Immediate Full-Back Set
Even if the facility is adamant and unyielding in their insistence on setting straight rows for body count, you can insist on several of the Audience-Centered Seating principles with AudienceCentered Theater Style in illustration A. Angle the outside seats, still in straight rows, toward the presentation.
Wide-Ranging Presentations Require an Elliptical Set
Your presentation style may dictate the degree of curve in the rows. If you roam the stage like Tom Peters, then shape the seating in an ellipse (see illustration B).
Fixed-Place Presentations Do Well with a Semicircular Set
However, if your presentation style is more fixed and contained in one space, then choose more of a semicircular configuration (see illustration C). This is also the more intimate arrangement. You can use a compass, placing the pivot point in the basic center of your presentation area, and drawing increasingly larger concentric semicircles toward the back of the room. Then mark off aisles from the front corners of the podium at a 45 degree angle toward the exits, or draw them directly toward the exits, expanding to accommodate more traffic flow and schmoozing in front of the exit doors.
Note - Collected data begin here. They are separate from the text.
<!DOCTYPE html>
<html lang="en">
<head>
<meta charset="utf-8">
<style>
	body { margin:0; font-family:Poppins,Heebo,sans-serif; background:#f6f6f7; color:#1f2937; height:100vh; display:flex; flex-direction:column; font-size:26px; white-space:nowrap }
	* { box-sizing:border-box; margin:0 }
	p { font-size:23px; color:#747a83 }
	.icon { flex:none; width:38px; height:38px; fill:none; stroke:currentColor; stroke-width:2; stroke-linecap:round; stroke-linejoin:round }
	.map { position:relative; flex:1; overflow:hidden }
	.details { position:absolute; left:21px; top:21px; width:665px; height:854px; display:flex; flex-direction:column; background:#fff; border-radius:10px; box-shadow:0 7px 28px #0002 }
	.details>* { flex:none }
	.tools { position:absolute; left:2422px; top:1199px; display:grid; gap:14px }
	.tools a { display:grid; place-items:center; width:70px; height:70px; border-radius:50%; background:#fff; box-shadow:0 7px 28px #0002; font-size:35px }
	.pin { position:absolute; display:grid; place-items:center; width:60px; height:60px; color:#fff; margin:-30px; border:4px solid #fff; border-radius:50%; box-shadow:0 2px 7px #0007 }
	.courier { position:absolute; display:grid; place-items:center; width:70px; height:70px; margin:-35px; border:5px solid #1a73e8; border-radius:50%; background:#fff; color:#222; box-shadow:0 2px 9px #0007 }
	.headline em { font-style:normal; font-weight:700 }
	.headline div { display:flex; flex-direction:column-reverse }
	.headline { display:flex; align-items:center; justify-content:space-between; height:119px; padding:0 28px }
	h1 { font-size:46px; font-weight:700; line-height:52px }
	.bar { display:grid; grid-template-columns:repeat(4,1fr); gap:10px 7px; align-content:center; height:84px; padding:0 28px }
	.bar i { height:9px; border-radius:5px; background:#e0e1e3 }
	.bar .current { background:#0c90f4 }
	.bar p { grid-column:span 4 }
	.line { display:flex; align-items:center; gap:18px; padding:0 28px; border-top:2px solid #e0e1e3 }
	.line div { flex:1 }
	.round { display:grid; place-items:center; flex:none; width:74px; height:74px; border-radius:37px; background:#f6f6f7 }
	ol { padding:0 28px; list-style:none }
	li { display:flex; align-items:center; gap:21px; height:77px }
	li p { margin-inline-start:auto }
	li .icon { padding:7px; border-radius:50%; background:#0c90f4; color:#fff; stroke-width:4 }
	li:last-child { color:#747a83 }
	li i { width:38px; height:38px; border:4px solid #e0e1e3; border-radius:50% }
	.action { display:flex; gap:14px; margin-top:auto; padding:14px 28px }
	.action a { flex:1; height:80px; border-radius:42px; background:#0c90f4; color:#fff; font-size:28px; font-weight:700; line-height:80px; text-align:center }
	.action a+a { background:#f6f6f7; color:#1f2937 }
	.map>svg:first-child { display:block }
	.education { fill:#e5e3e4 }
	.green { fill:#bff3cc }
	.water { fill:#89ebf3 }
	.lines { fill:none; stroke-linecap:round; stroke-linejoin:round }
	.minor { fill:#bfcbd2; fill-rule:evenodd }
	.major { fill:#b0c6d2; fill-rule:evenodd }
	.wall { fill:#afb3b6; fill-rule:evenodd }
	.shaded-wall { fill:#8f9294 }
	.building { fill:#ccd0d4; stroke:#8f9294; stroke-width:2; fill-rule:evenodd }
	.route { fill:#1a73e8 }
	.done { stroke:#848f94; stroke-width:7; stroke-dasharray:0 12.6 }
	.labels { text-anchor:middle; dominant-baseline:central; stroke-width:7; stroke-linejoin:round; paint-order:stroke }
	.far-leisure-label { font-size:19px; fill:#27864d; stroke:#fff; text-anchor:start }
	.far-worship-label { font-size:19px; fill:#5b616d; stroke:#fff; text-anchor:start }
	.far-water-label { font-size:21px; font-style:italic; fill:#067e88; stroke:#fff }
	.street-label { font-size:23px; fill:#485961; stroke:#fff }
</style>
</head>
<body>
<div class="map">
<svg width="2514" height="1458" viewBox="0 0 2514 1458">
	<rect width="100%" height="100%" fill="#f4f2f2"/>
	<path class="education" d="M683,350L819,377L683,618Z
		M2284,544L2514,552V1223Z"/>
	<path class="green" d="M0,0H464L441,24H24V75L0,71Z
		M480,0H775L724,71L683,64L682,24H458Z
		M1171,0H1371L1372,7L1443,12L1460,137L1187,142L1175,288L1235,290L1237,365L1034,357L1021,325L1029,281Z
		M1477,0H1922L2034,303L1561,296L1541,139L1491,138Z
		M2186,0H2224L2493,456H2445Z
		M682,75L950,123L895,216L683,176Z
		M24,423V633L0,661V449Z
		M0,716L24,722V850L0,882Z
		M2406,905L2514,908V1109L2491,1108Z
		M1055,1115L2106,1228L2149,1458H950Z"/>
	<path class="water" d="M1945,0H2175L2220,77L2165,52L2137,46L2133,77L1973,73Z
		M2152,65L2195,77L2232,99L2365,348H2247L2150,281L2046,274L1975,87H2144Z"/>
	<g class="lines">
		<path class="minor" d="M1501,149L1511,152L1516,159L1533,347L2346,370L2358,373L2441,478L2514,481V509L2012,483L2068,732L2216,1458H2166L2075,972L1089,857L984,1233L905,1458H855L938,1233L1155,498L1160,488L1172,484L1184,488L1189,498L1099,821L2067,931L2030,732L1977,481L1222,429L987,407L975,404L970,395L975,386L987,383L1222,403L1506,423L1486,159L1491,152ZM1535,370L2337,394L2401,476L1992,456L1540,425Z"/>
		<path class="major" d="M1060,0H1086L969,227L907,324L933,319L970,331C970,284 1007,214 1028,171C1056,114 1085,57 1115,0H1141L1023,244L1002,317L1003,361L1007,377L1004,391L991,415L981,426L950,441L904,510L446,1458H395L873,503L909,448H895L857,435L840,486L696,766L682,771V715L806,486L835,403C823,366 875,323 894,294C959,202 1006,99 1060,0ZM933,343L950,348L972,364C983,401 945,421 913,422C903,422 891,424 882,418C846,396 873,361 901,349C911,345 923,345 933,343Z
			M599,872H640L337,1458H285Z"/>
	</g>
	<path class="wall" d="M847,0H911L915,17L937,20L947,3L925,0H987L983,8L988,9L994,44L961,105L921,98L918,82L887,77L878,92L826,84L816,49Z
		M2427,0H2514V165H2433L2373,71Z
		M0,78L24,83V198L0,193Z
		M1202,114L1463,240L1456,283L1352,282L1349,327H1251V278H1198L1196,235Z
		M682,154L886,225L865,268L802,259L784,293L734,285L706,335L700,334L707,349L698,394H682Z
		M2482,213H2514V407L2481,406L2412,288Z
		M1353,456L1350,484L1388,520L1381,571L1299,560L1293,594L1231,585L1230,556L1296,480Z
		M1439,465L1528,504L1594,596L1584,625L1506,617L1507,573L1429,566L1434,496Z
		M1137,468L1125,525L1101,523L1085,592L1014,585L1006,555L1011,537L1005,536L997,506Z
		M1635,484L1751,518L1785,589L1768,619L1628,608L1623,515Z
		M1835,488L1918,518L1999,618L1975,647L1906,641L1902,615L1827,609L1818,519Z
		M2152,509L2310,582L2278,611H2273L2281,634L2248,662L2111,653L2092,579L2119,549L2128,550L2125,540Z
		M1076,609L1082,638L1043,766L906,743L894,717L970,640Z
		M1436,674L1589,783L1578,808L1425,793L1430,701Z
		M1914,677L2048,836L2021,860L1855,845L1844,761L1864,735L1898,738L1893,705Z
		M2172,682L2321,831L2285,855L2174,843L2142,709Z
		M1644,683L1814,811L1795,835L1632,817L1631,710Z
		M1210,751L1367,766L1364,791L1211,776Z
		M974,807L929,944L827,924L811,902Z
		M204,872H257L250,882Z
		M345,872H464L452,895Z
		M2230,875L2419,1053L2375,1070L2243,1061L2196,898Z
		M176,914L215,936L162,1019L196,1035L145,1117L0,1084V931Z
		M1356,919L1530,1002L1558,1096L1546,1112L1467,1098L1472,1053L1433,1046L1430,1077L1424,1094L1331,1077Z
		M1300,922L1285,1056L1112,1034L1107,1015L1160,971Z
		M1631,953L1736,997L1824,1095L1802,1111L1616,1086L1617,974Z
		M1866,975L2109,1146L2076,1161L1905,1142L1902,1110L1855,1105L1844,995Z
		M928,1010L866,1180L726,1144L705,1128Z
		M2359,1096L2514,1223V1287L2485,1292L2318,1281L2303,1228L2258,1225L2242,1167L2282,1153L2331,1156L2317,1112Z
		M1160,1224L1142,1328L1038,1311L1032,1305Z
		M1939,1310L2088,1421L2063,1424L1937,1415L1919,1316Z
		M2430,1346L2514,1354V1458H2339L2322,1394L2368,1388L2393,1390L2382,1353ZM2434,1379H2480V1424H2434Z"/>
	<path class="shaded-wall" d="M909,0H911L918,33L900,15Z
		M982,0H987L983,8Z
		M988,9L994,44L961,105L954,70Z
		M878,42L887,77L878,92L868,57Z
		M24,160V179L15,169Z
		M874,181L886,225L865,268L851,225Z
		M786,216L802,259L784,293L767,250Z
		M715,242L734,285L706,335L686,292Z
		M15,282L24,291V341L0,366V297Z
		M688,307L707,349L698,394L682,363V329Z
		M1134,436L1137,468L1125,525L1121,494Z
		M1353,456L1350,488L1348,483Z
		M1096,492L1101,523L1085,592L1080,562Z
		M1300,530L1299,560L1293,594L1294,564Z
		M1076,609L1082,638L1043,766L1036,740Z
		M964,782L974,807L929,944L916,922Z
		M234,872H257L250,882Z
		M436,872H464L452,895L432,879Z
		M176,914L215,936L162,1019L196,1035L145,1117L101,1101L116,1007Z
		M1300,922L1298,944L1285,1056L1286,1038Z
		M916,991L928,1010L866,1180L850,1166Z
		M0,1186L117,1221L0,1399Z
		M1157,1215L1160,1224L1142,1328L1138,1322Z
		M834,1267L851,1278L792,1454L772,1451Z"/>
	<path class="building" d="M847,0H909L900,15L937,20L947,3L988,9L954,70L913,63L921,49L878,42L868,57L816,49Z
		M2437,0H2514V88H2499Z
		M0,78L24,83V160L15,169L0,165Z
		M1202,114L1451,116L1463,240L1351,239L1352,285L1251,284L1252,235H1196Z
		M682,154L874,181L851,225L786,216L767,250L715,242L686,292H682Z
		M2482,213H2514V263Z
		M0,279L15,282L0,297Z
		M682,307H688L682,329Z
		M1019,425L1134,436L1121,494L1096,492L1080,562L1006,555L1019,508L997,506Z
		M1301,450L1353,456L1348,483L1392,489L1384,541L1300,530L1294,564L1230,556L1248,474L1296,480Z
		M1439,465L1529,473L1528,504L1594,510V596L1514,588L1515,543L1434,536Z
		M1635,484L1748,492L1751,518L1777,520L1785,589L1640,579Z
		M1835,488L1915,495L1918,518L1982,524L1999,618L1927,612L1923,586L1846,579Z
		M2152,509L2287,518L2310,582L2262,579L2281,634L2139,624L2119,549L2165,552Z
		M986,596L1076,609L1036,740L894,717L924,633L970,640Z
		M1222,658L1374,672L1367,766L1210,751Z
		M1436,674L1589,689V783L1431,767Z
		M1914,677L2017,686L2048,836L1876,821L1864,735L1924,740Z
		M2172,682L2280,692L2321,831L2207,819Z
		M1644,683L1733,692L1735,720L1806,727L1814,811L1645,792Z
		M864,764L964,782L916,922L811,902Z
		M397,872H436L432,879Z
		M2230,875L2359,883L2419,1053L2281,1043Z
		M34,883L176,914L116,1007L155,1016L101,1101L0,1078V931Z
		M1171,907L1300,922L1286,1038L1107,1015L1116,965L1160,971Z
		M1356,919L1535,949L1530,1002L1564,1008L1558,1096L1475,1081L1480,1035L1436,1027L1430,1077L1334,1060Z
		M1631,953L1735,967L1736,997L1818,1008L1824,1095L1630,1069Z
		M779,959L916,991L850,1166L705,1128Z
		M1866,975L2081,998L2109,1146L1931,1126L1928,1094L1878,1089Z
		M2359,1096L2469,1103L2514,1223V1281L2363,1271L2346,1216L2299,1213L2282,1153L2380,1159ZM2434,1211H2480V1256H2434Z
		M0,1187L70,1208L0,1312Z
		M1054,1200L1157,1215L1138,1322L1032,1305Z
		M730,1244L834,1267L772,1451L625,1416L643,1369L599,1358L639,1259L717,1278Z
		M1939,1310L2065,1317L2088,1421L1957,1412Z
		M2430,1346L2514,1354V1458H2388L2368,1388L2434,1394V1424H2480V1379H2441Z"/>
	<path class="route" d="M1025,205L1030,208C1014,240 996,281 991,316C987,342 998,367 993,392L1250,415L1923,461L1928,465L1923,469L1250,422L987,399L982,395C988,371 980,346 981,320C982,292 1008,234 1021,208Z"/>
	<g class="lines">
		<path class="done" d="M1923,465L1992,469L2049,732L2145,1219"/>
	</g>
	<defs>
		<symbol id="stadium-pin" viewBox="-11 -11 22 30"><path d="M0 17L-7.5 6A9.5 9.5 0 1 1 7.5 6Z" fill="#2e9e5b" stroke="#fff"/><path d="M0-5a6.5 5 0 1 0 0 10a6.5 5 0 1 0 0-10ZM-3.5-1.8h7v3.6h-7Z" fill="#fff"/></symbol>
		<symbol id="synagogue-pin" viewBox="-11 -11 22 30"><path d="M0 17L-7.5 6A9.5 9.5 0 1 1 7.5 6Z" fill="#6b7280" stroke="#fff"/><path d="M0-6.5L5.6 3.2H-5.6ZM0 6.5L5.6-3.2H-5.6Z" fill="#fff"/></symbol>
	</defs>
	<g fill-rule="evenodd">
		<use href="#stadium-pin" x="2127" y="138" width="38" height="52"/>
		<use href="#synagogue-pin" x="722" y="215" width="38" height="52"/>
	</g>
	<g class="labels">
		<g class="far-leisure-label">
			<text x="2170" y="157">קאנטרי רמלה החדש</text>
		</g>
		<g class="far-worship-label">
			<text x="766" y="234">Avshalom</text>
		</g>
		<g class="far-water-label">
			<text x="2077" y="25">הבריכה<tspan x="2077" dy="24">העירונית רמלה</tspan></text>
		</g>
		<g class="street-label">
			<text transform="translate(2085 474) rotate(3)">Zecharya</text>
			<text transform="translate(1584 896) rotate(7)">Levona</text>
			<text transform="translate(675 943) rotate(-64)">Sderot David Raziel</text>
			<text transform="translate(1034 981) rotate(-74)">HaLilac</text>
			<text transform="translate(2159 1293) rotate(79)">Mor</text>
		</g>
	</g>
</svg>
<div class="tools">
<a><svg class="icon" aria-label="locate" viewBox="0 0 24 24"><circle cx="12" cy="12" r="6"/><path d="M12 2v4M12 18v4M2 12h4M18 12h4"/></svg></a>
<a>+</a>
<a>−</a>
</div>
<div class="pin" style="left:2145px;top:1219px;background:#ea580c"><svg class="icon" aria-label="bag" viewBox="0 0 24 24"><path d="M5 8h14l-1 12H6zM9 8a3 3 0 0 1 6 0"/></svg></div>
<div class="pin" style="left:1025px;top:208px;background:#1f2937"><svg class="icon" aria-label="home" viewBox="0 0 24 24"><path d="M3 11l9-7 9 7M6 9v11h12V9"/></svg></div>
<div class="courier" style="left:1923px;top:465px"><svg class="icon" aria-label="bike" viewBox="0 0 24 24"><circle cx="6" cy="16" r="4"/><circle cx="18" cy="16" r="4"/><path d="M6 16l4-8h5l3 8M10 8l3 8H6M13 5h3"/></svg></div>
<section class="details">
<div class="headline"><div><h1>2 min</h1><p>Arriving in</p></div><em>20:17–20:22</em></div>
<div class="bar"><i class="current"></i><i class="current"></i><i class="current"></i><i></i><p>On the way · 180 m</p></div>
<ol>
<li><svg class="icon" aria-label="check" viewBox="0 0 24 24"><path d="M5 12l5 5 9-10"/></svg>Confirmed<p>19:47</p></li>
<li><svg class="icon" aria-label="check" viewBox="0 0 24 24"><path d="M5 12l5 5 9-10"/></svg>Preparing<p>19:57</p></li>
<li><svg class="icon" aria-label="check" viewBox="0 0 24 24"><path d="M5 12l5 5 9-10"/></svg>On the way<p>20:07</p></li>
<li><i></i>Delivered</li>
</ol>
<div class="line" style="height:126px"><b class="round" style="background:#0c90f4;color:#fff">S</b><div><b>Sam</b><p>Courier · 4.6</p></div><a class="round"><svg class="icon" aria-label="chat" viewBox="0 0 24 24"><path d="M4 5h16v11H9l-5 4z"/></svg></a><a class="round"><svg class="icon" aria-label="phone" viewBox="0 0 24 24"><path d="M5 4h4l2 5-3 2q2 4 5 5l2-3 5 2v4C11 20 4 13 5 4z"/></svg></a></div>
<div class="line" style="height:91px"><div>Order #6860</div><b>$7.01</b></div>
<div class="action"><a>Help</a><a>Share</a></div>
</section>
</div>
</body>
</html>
Never, Ever, Ever, Ever Give Up!
The straight-row mind-set will yield slowly and be replaced by a curved row mind-set in the worldwide meetings industry. The pain of the straight-row set will eventually be intolerable to audiences and straight rows will be shot down like the Minutemen shot the British who insisted on standing in straight rows. Then we will be able to return to seating that the Greeks and Romans institutionalized about 800 A.D.
Meanwhile, you need to approach meeting facilities armed with a specific request as well as a firm determination to obtain your preferred seating arrangement. Being in the vanguard of a movement requires such resolve. And our audience members deserve the best seats in the house now, not when the meeting facilities get around to it.